This disclosure relates generally to heat exchangers and, more particularly, to providing a bypass for a flash gas in a parallel flow heat exchanger of a refrigeration system.
Refrigerant vapor compression systems are well known in the art and are commonly used for conditioning air to be supplied to a climate controlled comfort zone within a residence, office building, hospital, school, restaurant, or other facility. A conventional refrigerant vapor compression system 20, as illustrated in FIG. 1, typically includes a compressor 22, a condenser 24, an expansion device 26, and an evaporator 28 interconnected by refrigerant lines to form a closed refrigerant circuit. As refrigerant flows through the expansion device 26, the pressure of the refrigerant decreases such that 10-20% of the refrigerant vaporizes. If the flash gas or vaporized refrigerant circulates through the evaporator 28 with the liquid refrigerant, the pressure drop in the evaporator 28 increases, thereby decreasing the performance of the vapor compression system 20. In addition, the flow of flash gas through the evaporator 28 results in maldistribution of the refrigerant among the multiple conduits in the evaporator 28, leading to less than optimal utilization of the heat transfer surface thereof.
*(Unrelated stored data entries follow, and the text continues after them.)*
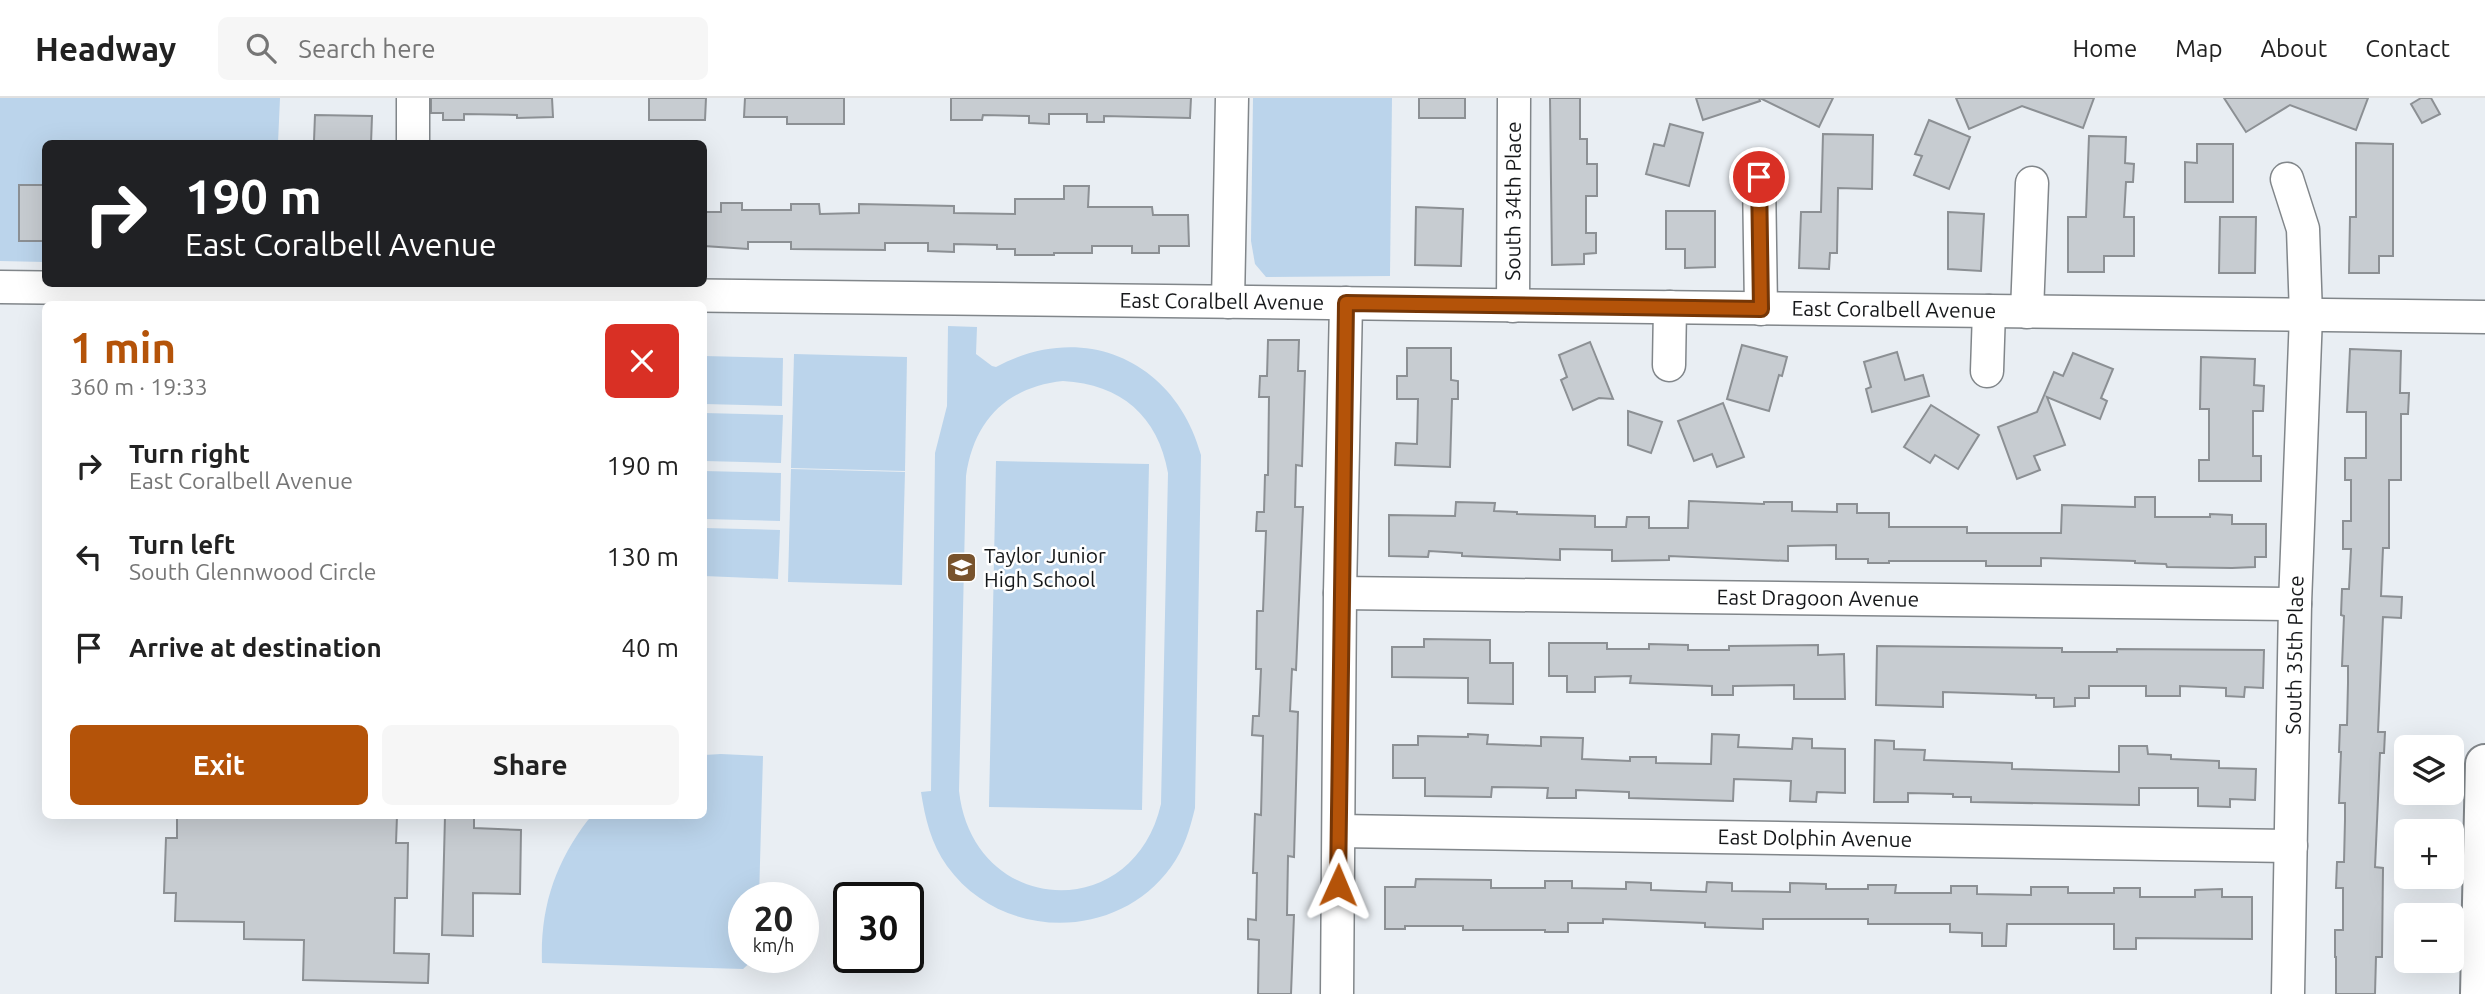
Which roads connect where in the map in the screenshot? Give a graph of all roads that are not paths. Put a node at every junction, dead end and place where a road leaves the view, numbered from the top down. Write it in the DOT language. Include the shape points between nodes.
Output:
graph roads {
  1 [pos="413,98"];
  2 [pos="1232,98"];
  3 [pos="1514,98"];
  4 [pos="413,140"];
  5 [pos="1759,177"];
  6 [pos="2287,179"];
  7 [pos="2032,183"];
  8 [pos="0,287"];
  9 [pos="412,287"];
  10 [pos="1228,302"];
  11 [pos="1346,303"];
  12 [pos="1513,306"];
  13 [pos="1670,307"];
  14 [pos="1761,309"];
  15 [pos="1989,312"];
  16 [pos="2027,312"];
  17 [pos="2306,315"];
  18 [pos="2485,317"];
  19 [pos="1669,365"];
  20 [pos="1987,371"];
  21 [pos="1340,593"];
  22 [pos="2295,604"];
  23 [pos="2485,764"];
  24 [pos="1339,831"];
  25 [pos="2291,846"];
  26 [pos="2483,947"];
  27 [pos="1338,994"];
  28 [pos="2288,994"];
  29 [pos="2480,994"];
  1 -- 4 [label="street"];
  2 -- 10 [label="street"];
  3 -- 12 [label="street, South 34th Place"];
  5 -- 14 [label="street"];
  6 -- 17 [label="street, South 35th Place" via="2303,229"];
  7 -- 16 [label="street"];
  8 -- 9 [label="street, East Coralbell Avenue"];
  9 -- 10 [label="street, East Coralbell Avenue"];
  10 -- 11 [label="street, East Coralbell Avenue"];
  11 -- 12 [label="street, East Coralbell Avenue"];
  11 -- 21 [label="street"];
  12 -- 13 [label="street, East Coralbell Avenue"];
  13 -- 14 [label="street, East Coralbell Avenue"];
  13 -- 19 [label="street"];
  14 -- 15 [label="street, East Coralbell Avenue"];
  15 -- 16 [label="street, East Coralbell Avenue"];
  15 -- 20 [label="street"];
  16 -- 17 [label="street, East Coralbell Avenue"];
  17 -- 18 [label="street, East Coralbell Avenue"];
  17 -- 22 [label="street, South 35th Place"];
  21 -- 22 [label="street, East Dragoon Avenue"];
  21 -- 24 [label="street"];
  22 -- 25 [label="street, South 35th Place"];
  23 -- 26 [label="main road"];
  24 -- 25 [label="street, East Dolphin Avenue"];
  24 -- 27 [label="street"];
  25 -- 28 [label="street, South 35th Place"];
  26 -- 29 [label="main road"];
}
To maximize the efficiency of the refrigerant vapor compression system 20, an external separator 30 is fluidly connected to the closed loop refrigeration circuit downstream from the expansion valve 26 and upstream from the evaporator 28. The separator 30 divides the 2-phase refrigerant mixture from the expansion device 26 into liquid refrigerant and vaporized refrigerant. The liquid refrigerant is provided to the evaporator 28, and the flash gas is provided directly to an inlet of the compressor 22. Bypassing the flash gas around the evaporator 28 can result in capacity and coefficient of performance (COP) improvements of about 20%. The additional components and controls associated with integrating an external separator 30 into the vapor compression system 20, however, increase both the cost and complexity of the system 20, essentially nullifying any benefits achieved and making application of an external separator 30 impractical.